Their burn rate looks to be around $275m/yr based on employee head count and
they've received ~$900m in funding:

    
    
       - Seed - In-Q-Tel (~$2m)
       - Debt Financing - $8.3m
       - Series C - $35m
       - Series D - $90m
       - Secondary Market (unk amount, 137 investors)
       - Series E - $50m
       - Series F - $70m
       - Series G - $56m
       - Secondary Market (unk amount, 137 investors)
       - Private Equity - $196.5m (Founders Fund)
       - Private Equity - $390.4m (Feb 2014)
    

Their last round was almost $400m in Feb of 2014. That's almost as big as all
other rounds combined. Their "valuation" (for whatever that's worth) based on
the last investment round is ~$9billion.

As of August 2013 they were not yet profitable but estimates for 2013 revenue
were around $450m and <$300m in 2012.

Other revenue estimates (they're all over the place honestly it seems like
every time they give an interview it's a different number)

    
    
       - 2010 - $50m - >$80m
       - 2011 - $250m
       - 2012 - <$300m
       - 2013 - $450m
    

They've publicly announced several time they have no interest in being
acquired or go public. Yet one of their investors claims on Quora that they'll
probably go public in 2015 or 2016.

Some questions for people who understand this mess better than I.

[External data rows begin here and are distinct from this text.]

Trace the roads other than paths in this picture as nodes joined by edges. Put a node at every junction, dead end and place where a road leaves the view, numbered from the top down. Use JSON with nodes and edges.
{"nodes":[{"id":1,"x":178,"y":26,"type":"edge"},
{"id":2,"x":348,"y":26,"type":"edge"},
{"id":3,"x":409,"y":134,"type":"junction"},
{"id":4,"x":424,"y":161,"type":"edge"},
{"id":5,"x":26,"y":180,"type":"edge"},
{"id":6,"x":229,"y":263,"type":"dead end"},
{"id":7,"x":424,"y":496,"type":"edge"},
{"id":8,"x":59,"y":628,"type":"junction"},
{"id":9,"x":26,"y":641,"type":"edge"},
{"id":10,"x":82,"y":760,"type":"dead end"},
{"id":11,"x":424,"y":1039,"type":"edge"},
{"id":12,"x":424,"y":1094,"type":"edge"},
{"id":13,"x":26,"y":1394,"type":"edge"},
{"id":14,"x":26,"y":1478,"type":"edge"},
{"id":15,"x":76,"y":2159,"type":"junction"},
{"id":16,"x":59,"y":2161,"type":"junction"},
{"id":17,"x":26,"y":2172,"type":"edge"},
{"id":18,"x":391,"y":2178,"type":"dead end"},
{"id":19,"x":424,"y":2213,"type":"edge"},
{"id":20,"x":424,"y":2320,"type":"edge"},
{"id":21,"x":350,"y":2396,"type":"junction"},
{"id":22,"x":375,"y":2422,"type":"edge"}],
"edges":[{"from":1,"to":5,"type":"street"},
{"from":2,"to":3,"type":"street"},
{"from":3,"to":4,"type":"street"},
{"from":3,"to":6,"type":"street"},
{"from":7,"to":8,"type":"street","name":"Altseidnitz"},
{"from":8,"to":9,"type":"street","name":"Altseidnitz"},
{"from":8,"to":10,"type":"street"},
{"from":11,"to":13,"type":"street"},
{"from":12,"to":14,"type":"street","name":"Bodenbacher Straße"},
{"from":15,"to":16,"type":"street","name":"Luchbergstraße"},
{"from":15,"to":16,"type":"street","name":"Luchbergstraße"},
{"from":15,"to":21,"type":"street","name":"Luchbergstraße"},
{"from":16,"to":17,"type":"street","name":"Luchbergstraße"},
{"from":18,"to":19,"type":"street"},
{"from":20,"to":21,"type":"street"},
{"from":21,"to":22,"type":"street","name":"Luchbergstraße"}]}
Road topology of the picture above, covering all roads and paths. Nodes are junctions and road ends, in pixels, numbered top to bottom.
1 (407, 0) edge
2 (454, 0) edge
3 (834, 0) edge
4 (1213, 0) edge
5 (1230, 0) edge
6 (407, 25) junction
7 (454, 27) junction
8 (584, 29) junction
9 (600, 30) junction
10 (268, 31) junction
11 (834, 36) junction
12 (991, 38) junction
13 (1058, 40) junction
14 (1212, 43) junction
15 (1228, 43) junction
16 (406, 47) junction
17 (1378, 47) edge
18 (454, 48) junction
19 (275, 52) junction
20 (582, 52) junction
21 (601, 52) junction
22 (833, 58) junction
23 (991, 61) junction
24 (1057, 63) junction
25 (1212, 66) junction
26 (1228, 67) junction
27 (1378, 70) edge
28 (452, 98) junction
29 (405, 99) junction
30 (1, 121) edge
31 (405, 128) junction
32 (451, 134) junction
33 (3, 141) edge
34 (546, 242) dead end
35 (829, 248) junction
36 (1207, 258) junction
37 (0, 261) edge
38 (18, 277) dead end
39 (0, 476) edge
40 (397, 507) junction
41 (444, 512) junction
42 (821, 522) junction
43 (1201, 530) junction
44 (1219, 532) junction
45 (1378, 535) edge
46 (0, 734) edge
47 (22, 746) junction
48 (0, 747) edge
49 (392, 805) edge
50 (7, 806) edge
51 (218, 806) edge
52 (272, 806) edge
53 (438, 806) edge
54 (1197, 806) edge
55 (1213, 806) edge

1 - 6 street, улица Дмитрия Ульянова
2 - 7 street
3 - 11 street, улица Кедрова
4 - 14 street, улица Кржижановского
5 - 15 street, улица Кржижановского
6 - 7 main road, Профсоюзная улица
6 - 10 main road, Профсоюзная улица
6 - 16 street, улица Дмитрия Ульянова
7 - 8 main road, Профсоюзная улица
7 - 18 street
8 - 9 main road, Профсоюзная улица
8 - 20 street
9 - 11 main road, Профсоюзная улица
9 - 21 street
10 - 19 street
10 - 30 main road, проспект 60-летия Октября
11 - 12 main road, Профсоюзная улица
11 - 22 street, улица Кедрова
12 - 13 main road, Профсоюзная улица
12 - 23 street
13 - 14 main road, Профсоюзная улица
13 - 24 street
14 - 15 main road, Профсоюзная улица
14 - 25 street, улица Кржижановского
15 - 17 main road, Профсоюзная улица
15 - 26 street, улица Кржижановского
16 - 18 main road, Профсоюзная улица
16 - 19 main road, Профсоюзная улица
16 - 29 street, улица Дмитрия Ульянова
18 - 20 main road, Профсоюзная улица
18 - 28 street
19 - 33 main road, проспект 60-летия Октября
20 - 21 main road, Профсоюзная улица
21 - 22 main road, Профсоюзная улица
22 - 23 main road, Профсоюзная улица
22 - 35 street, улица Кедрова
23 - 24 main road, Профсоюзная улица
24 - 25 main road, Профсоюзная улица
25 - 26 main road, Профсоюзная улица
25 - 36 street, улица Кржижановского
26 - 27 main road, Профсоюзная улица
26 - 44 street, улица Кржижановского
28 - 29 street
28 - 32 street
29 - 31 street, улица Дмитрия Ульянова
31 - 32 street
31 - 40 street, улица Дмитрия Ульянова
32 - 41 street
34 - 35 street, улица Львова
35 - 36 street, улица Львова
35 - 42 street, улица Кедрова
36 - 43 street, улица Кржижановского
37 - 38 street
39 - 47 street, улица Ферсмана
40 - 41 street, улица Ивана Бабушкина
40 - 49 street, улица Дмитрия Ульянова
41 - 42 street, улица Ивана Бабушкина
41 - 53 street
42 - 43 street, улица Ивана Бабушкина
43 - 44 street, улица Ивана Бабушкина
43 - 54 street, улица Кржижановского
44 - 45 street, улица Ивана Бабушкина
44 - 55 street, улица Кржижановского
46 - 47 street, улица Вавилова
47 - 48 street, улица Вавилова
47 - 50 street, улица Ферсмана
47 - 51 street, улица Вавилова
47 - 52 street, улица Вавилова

\- What's their exit strategy honestly look like? At $9b valuation, I can't
imagine too many companies who might be interested in buying them.

\- All the private equity investment tells me they're burning money faster
than they can find investors, keeping it private keeps their financials
private, which smells like trouble to me if they were to go public. Am I right
in this analysis or wrong?

\- Does dilution basically make everybody who has shares or options through
_11_ (eleven!) rounds of investment basically holding onto worthless paper?
Even if they go public? A review of glassdoor on the company says that people
are underpaid and salary capped, they must be holding on for a big payday
somewhere. Are they going to end up disappointed?

Anything else that might be interesting to discuss? Their fundraising seems
really crazy and unusual from anything I've seen before.

Here's a longform history [1] of the company which shows they spend over
$1m/yr on lobbying (IBM spent $6m, Raytheon $7.5m, Lockheed Martin, $14.5m,
Boeing, $15m). To put that in percentage terms, if Palantir is worth $9b

    
    
       Palantir spends .012% of their value on lobbying
       IBM spends .003%
       Raytheon .026%
       Lockheed Martin .027%
       Boeing .017%
    

This article also lists 16 distinct financing events, bringing dilution of
early investor shares even more to mind.

1 - [http://www.mausstrategicconsulting.com/topical-analysis-
blog...](http://www.mausstrategicconsulting.com/topical-analysis-
blog/a-pretty-complete-history-of-palantir)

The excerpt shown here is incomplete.